Published January 19, 2024

Quite a few years ago I came across Lighten Up!, which was a dawn-simulating alarm clock module that got connected between an incandescent lamp and used gently increasing light instead of noise. Coupled with a halogen bulb (that’d start out very yellow at lowest brightness) I had a wonderful sunrise-like alarm clock and it was much, much nicer than a beeping alarm.

The LCD displays in the Lighten Up! units began failing so I couldn’t change the programming, which was a hassle as the clocks in them drifted by a couple minutes per month. With a combination of COVID-19 remote work eliminating the need for an alarm clock and the devices dying, in the trash they went. (They also didn’t work right with LED bulbs, and now the person making them has closed down the business.)

I’ve been trying to use an alarm to stay on a more regular sleep schedule and while a bunch of other wake-up lights are available, they are dedicated units that are basically alarm clocks with built in lights. I really liked the elegance of the Lighten Up! and how it’d use an existing lamp, and outside of dedicated smart bulbs + an app I couldn’t find anything else like it.
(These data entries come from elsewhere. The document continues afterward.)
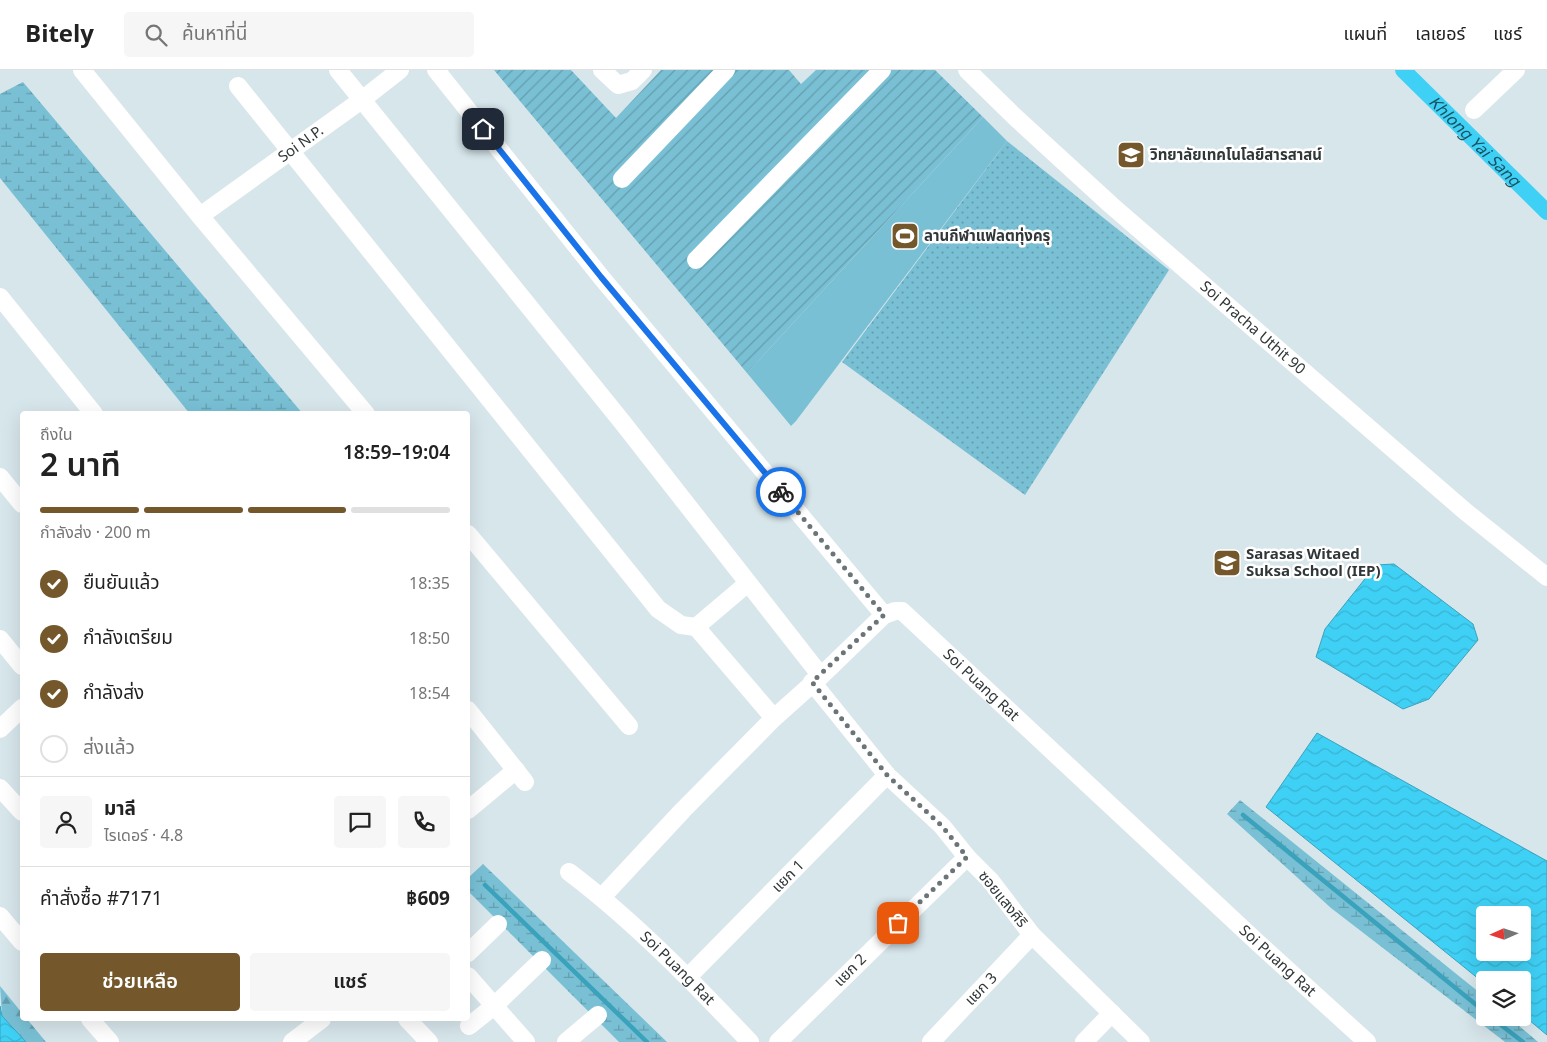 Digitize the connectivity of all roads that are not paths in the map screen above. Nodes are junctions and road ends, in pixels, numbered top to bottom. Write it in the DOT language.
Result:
graph roads {
  1 [pos="82,70"];
  2 [pos="338,70"];
  3 [pos="400,70"];
  4 [pos="436,70"];
  5 [pos="602,70"];
  6 [pos="643,70"];
  7 [pos="726,70"];
  8 [pos="882,70"];
  9 [pos="967,70"];
  10 [pos="1516,70"];
  11 [pos="238,86"];
  12 [pos="363,99"];
  13 [pos="1474,110"];
  14 [pos="290,151"];
  15 [pos="622,179"];
  16 [pos="200,216"];
  17 [pos="696,260"];
  18 [pos="0,297"];
  19 [pos="92,411"];
  20 [pos="363,411"];
  21 [pos="0,476"];
  22 [pos="20,501"];
  23 [pos="470,536"];
  24 [pos="1547,577"];
  25 [pos="748,583"];
  26 [pos="884,615"];
  27 [pos="696,627"];
  28 [pos="0,639"];
  29 [pos="20,664"];
  30 [pos="816,679"];
  31 [pos="20,710"];
  32 [pos="470,712"];
  33 [pos="774,718"];
  34 [pos="629,726"];
  35 [pos="0,730"];
  36 [pos="887,775"];
  37 [pos="0,788"];
  38 [pos="470,809"];
  39 [pos="20,810"];
  40 [pos="967,857"];
  41 [pos="568,872"];
  42 [pos="602,897"];
  43 [pos="0,916"];
  44 [pos="498,924"];
  45 [pos="1032,935"];
  46 [pos="20,940"];
  47 [pos="470,951"];
  48 [pos="542,960"];
  49 [pos="688,977"];
  50 [pos="470,978"];
  51 [pos="494,1006"];
  52 [pos="1112,1013"];
  53 [pos="598,1015"];
  54 [pos="92,1021"];
  55 [pos="320,1021"];
  56 [pos="409,1021"];
  57 [pos="469,1026"];
  58 [pos="302,1039"];
  59 [pos="110,1042"];
  60 [pos="429,1042"];
  61 [pos="526,1042"];
  62 [pos="566,1042"];
  63 [pos="750,1042"];
  64 [pos="778,1042"];
  65 [pos="931,1042"];
  66 [pos="1084,1042"];
  67 [pos="1141,1042"];
  68 [pos="1367,1042"];
  1 -- 16 [label="street"];
  2 -- 12 [label="street, ซอยแสงศิริ"];
  3 -- 12 [label="street, Soi N.P."];
  4 -- 26 [label="street"];
  5 -- 6 [label="street"];
  7 -- 15 [label="street"];
  8 -- 17 [label="street"];
  9 -- 24 [label="street, Soi Pracha Uthit 90"];
  10 -- 13 [label="street"];
  11 -- 14 [label="street"];
  12 -- 14 [label="street, Soi N.P."];
  12 -- 25 [label="street, ซอยแสงศิริ"];
  14 -- 16 [label="street, Soi N.P."];
  14 -- 27 [label="street"];
  16 -- 20 [label="street"];
  18 -- 19 [label="street"];
  21 -- 22 [label="street"];
  23 -- 34 [label="street"];
  25 -- 27 [label="street"];
  25 -- 30 [label="street, ซอยแสงศิริ"];
  26 -- 30 [label="street"];
  26 -- 68 [label="street, Soi Puang Rat"];
  27 -- 33 [label="street"];
  28 -- 29 [label="street"];
  30 -- 33 [label="street"];
  30 -- 36 [label="street, ซอยแสงศิริ"];
  31 -- 35 [label="street"];
  32 -- 38 [label="street"];
  33 -- 42 [label="street"];
  36 -- 40 [label="street, ซอยแสงศิริ"];
  36 -- 49 [label="street, แยก 1"];
  37 -- 39 [label="street"];
  40 -- 45 [label="street, ซอยแสงศิริ"];
  40 -- 64 [label="street, แยก 2"];
  41 -- 42 [label="street, Soi Puang Rat"];
  42 -- 49 [label="street, Soi Puang Rat"];
  43 -- 46 [label="street"];
  44 -- 47 [label="street"];
  45 -- 52 [label="street, ซอยแสงศิริ"];
  45 -- 65 [label="street, แยก 3"];
  48 -- 51 [label="street"];
  49 -- 63 [label="street, Soi Puang Rat"];
  50 -- 51 [label="street"];
  51 -- 57 [label="street"];
  51 -- 61 [label="street"];
  52 -- 66 [label="street"];
  52 -- 67 [label="street, ซอยแสงศิริ"];
  53 -- 62 [label="street"];
  54 -- 59 [label="street"];
  55 -- 58 [label="street"];
  56 -- 60 [label="street"];
}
For a while I thought about developing my own hardware version that’d also work with LED bulbs, but never got around to it.

This winter I’ve been experimenting with Home Assistant (HA), and it turns out that with a couple cheap Zigbee parts (bulb and pushbutton from IKEA) it allows for a wonderful replacement/upgrade sunrise alarm idea. A next-generation Lighten Up!, if you will.

With everything put together the lamp next to my bed will now slowly come up to brightness 15 minutes before the wake-up alarm on my phone, reaching final as the normal alarm triggers. If I change the alarm time on my phone, or shut it off, the light-up alarm in HA will follow suit. Additionally, a physical button on the nightstand turns off the light off while replicating a sunrise alarm, or otherwise toggles the light on and off.

Even better, if I’m not home or if the alarm is set for other than between 3:00 AM and 9:00 AM (times during which I’d likely be in bed and wanting to wake up) the light won’t activate. This allows me to use alarms during the normal day for other things without activating with the light, or while traveling without waking Kristen.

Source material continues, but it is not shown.